EXERCISE » From the line containing "pinky dip: (283, 328)" onward to the last line of the data below, copy each line exactly and add nothing.
___ DATASET EXTRACT ___
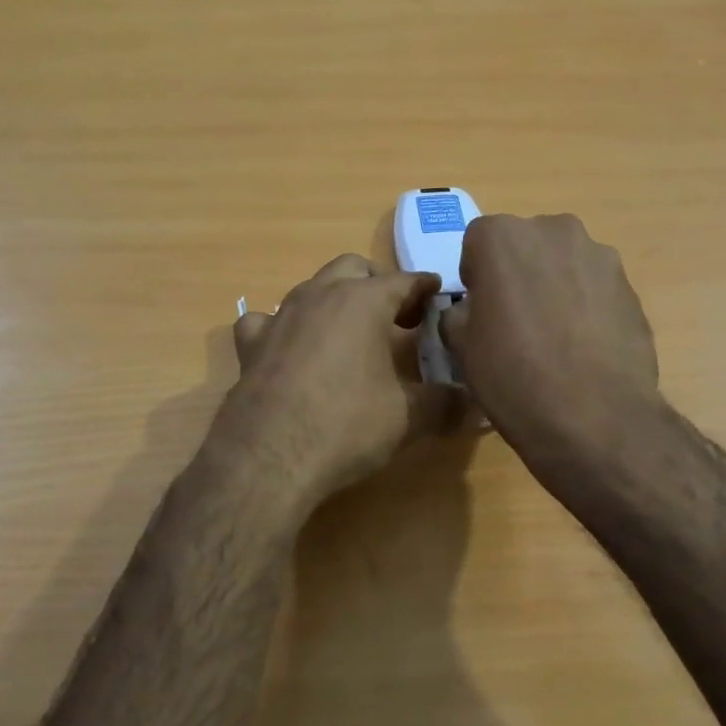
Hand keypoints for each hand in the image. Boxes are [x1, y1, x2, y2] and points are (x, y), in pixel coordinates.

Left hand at [221, 255, 462, 502]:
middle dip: (377, 284)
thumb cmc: (347, 425)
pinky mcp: (250, 344)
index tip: (439, 297)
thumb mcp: (408, 417)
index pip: (404, 280)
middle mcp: (319, 295)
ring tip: (348, 332)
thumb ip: (445, 404)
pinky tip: (289, 350)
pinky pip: (266, 320)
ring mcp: (279, 316)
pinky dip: (283, 328)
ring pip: (310, 287)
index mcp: (363, 301)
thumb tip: (475, 406)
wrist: (269, 457)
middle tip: (396, 316)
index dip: (426, 288)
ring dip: (333, 300)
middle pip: (353, 268)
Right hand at [440, 214, 661, 461]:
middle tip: (515, 322)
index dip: (477, 278)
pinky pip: (594, 288)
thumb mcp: (461, 345)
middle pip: (524, 246)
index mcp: (501, 236)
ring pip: (562, 264)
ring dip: (554, 287)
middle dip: (518, 274)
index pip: (477, 244)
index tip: (482, 312)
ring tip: (554, 338)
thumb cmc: (512, 374)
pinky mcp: (630, 285)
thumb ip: (460, 312)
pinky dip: (585, 306)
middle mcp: (553, 230)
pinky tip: (583, 348)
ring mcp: (598, 255)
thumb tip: (473, 310)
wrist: (594, 416)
___
RESPONSE BELOW »
pinky dip: (283, 328)
ring pip: (310, 287)
index mcp: (363, 301)
thumb tip: (475, 406)
wrist: (269, 457)
middle tip: (396, 316)
index dip: (426, 288)
ring dip: (333, 300)
middle pip: (353, 268)
Right hand at [440, 214, 661, 461]:
middle tip: (515, 322)
index dip: (477, 278)
pinky pip: (594, 288)
thumb mcp: (461, 345)
middle pip: (524, 246)
index mcp: (501, 236)
ring pip: (562, 264)
ring dip: (554, 287)
middle dip: (518, 274)
index pip: (477, 244)
index tip: (482, 312)
ring tip: (554, 338)
thumb cmc: (512, 374)
pinky mcp: (630, 285)
thumb ip: (460, 312)
pinky dip: (585, 306)
middle mcp: (553, 230)
pinky tip: (583, 348)
ring mcp: (598, 255)
thumb tip: (473, 310)
wrist: (594, 416)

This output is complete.